Dentre os vários documentos que o aQui acessou sobre o caso, consta uma petição para uma ação com pedido de liminar, apresentada por uma das vítimas de Felipe Lemgruber. A ação foi movida porque o trader teria feito um acordo de pagar R$ 12 mil mensais até saldar uma dívida total de quase R$ 240 mil, mas Felipe não teria depositado nem a primeira parcela. Além desse documento, consta ainda informações de outras pessoas que tiveram perdas que variaram de R$ 8 mil a R$ 350 mil. “O Ministério Público de Barra do Piraí pediu o bloqueio das contas, das plataformas, quebra do sigilo telefônico, tudo. Estamos acompanhando para ver se o juiz vai acolher o pedido do MP”, ressaltou uma das vítimas.
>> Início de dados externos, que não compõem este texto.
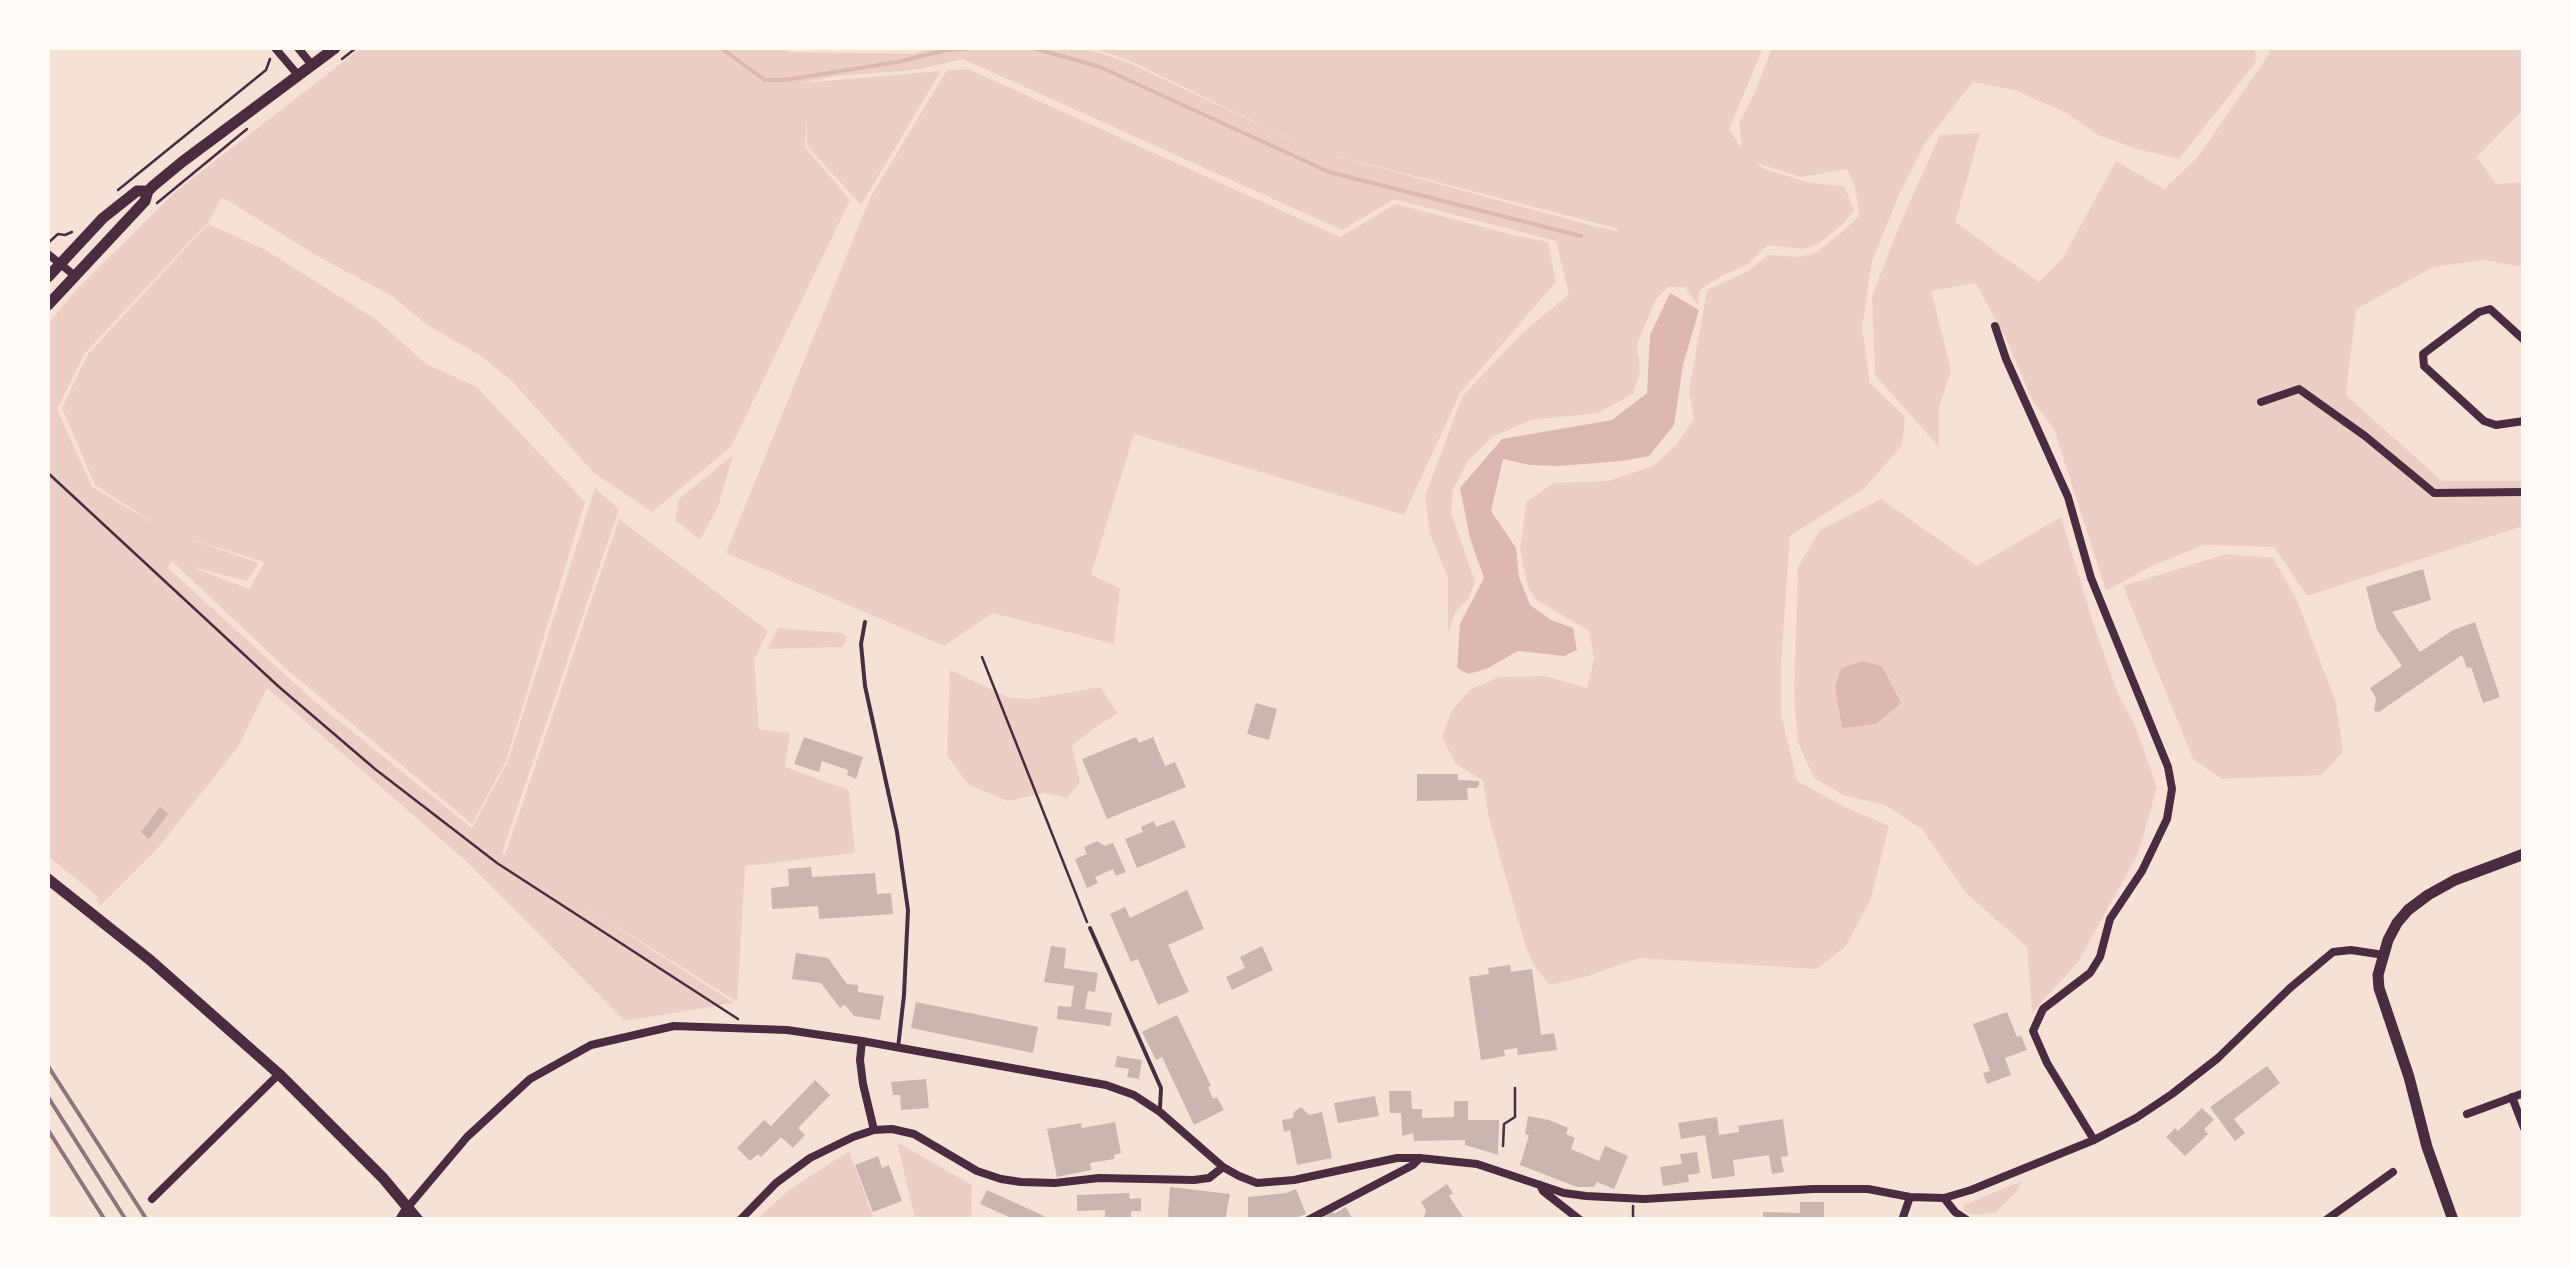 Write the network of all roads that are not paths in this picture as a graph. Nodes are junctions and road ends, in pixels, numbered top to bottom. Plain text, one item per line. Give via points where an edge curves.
1 (275, 48) edge
2 (298, 48) edge
3 (338, 53) edge
4 (312, 65) junction
5 (298, 75) junction
6 (148, 191) junction
7 (48, 254) edge
8 (59, 263) junction
9 (74, 275) junction
10 (48, 277) edge
11 (48, 305) edge
12 (1995, 326) dead end
13 (2524, 340) edge
14 (2261, 402) dead end
15 (2524, 421) edge
16 (2524, 492) edge
17 (864, 622) dead end
18 (2524, 854) edge
19 (48, 880) edge
20 (1090, 928) dead end
21 (2384, 955) junction
22 (862, 1041) junction
23 (898, 1048) junction
24 (279, 1074) junction
25 (2524, 1093) edge
26 (2512, 1097) junction
27 (1160, 1112) junction
28 (2467, 1114) dead end
29 (2524, 1128) edge
30 (874, 1130) junction
31 (2094, 1140) junction
32 (1420, 1158) junction
33 (1224, 1167) junction
34 (2393, 1172) dead end
35 (1540, 1184) junction
36 (1910, 1197) junction
37 (1944, 1198) junction
38 (152, 1199) dead end
39 (408, 1206) junction
40 (400, 1220) edge
41 (418, 1220) edge
42 (740, 1220) edge
43 (1308, 1220) edge
44 (1580, 1220) edge
45 (1902, 1220) edge
46 (1967, 1220) edge
47 (2326, 1220) edge
48 (2453, 1220) edge

1 - 5 street
2 - 4 street
3 - 4 main road
4 - 5 main road
5 - 6 main road
6 - 8 main road via 137,191 103,218
6 - 9 main road via 146,202
7 - 8 street
8 - 9 street
8 - 10 main road
9 - 11 main road
12 - 31 street via 2068,498 2090,578 2172,789 2168,819 2110,919 2100,957 2090,973 2043,1009 2033,1031
13 - 15 street via 2490,309 2422,354 2424,366 2484,421
14 - 16 street via 2299,389 2434,494
17 - 23 lane via 865,686 908,910
18 - 21 main road via 2428,895 2397,923
19 - 24 main road
20 - 27 lane via 1160,1088
21 - 31 street via 2333,952 2218,1058
21 - 48 main road via 2378,988
22 - 23 street
22 - 30 street via 862,1084
22 - 39 street via 787,1030 674,1026 591,1046 504,1100
23 - 27 street via 1106,1085
24 - 38 street
24 - 39 main road
25 - 26 street
26 - 28 street
26 - 29 street
27 - 33 street
30 - 33 street via 914,1134 1001,1180 1194,1180
30 - 42 street via 810,1158
31 - 37 street
32 - 33 street via 1271,1183
32 - 35 street via 1477,1164
32 - 43 street
34 - 47 street
35 - 36 street via 1564,1193 1633,1199 1814,1189
35 - 44 street
36 - 37 street
36 - 45 street
37 - 46 street
39 - 40 main road
39 - 41 main road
A plataforma mais usada por Felipe nas apostas seria a SportingBet – uma espécie de casas de jogos on-line, considerada uma das maiores do mundo. Na prática, ele convencia as pessoas a lhe darem dinheiro e, a partir daí, ele apostava nas partidas de tênis on-line. “Não sabemos se ele agia sozinho, essa é a grande pergunta. O que sabemos é que ele fazia um Day Trade para jogos, movimentava grande fluxo de dinheiro, com juros bem altos e riscos altos também. Só que ele garantia o risco. E durante muito tempo o Felipe conseguiu segurar isso, porém, em determinado momento, começou a perder mais do que ganhar e parou de repassar os lucros e o dinheiro do pessoal”, explicou uma das vítimas.
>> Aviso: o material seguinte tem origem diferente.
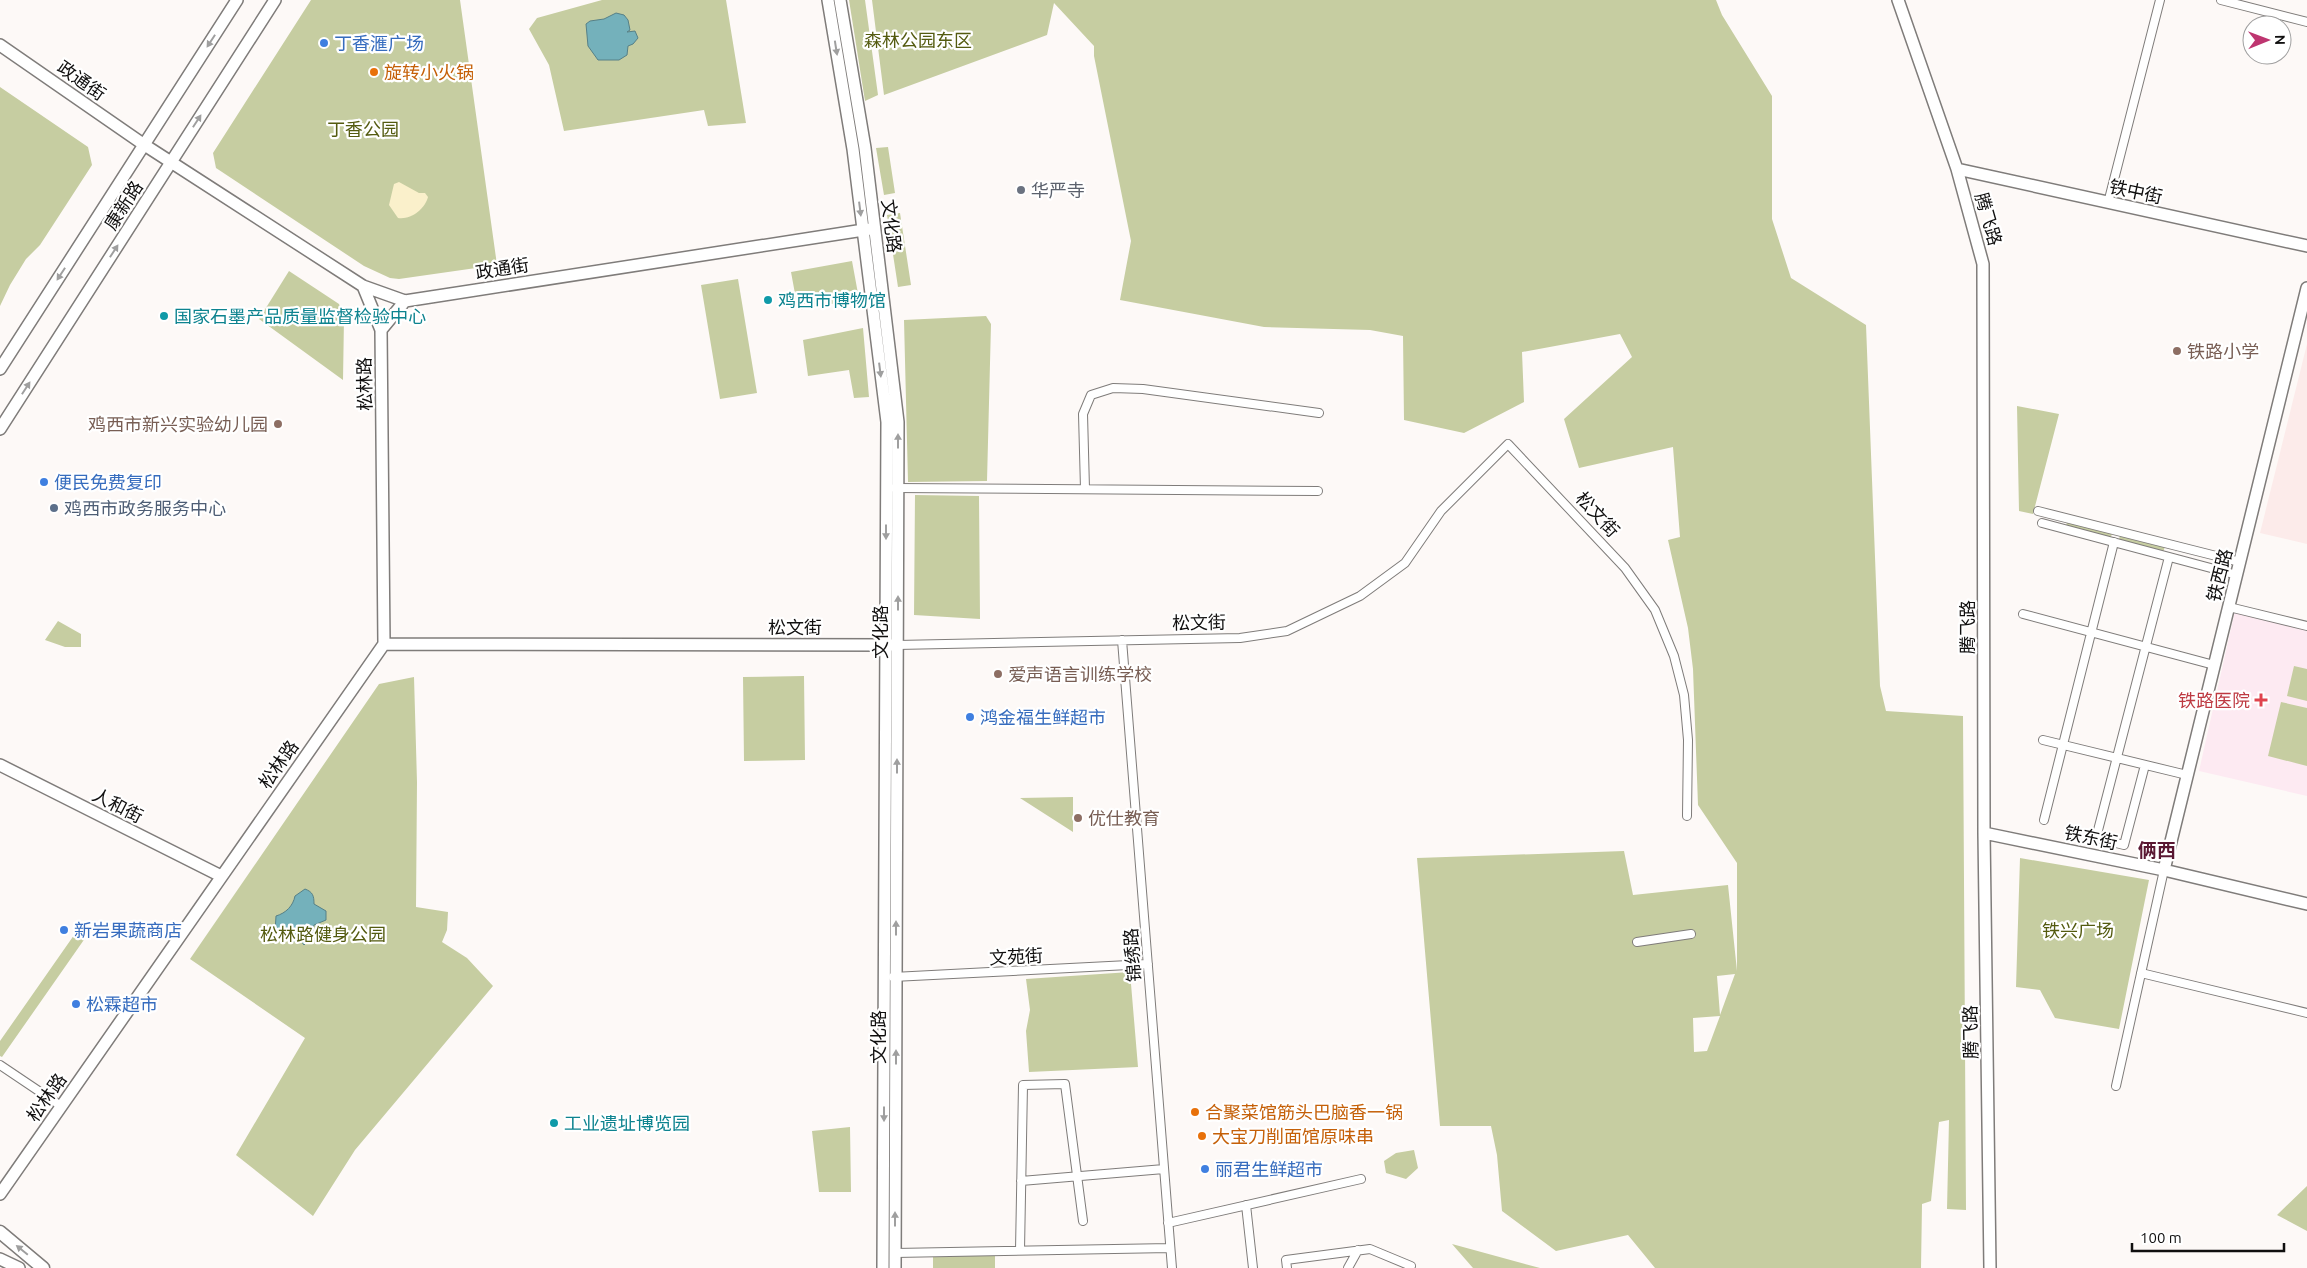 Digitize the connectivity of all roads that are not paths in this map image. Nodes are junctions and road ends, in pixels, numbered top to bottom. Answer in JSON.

Com as ações judiciais, as pessoas esperam receber o dinheiro de volta. “Eu particularmente só quero poder quitar minhas dívidas e seguir a vida”, disse o ex-amigo de infância. “Quero tudo o que eu dei a ele para investir e ele embolsou”, disse outra vítima ouvida pelo aQui. “Eu perdi R$ 130 mil, mas já dei minha contribuição à Justiça através de documentos e depoimentos. Não quero o mal do Felipe, só quero o meu dinheiro de volta e a paz que ele tirou de mim”, desejou uma terceira vítima.
Em tempo: nos últimos dias, mais duas ações milionárias foram movidas contra Felipe Lemgruber, da ordem de R$ 1 milhão e 500 mil. Tem mais. O delegado de Barra do Piraí, que investiga o caso, acredita que existam outras pessoas lesadas e pede que elas o procurem na DP do município.
Nota da Redação – O aQui chegou a enviar um e-mail para Felipe Lemgruber no dia 10 de junho, mas não obteve qualquer resposta. Neste mesmo dia a reportagem ligou para o celular de Felipe, mas ele não atendeu ao telefonema do repórter. Na segunda, 14, foi enviada uma mensagem via WhatsApp para o ex-professor e finalmente Felipe Lemgruber atendeu ao aQui. Por mensagem de áudio, disse que entraria em contato com o seu advogado e em seguida falaria com o jornal, mas isto não aconteceu. No dia seguinte, uma nova mensagem do aQui, desta vez estendendo o prazo até às 12 horas do dia 16 de junho, para que Felipe contasse sua versão das acusações que vem sofrendo, mas ele se limitou em dizer que ainda aguardava o retorno do advogado e não falou mais com o jornal.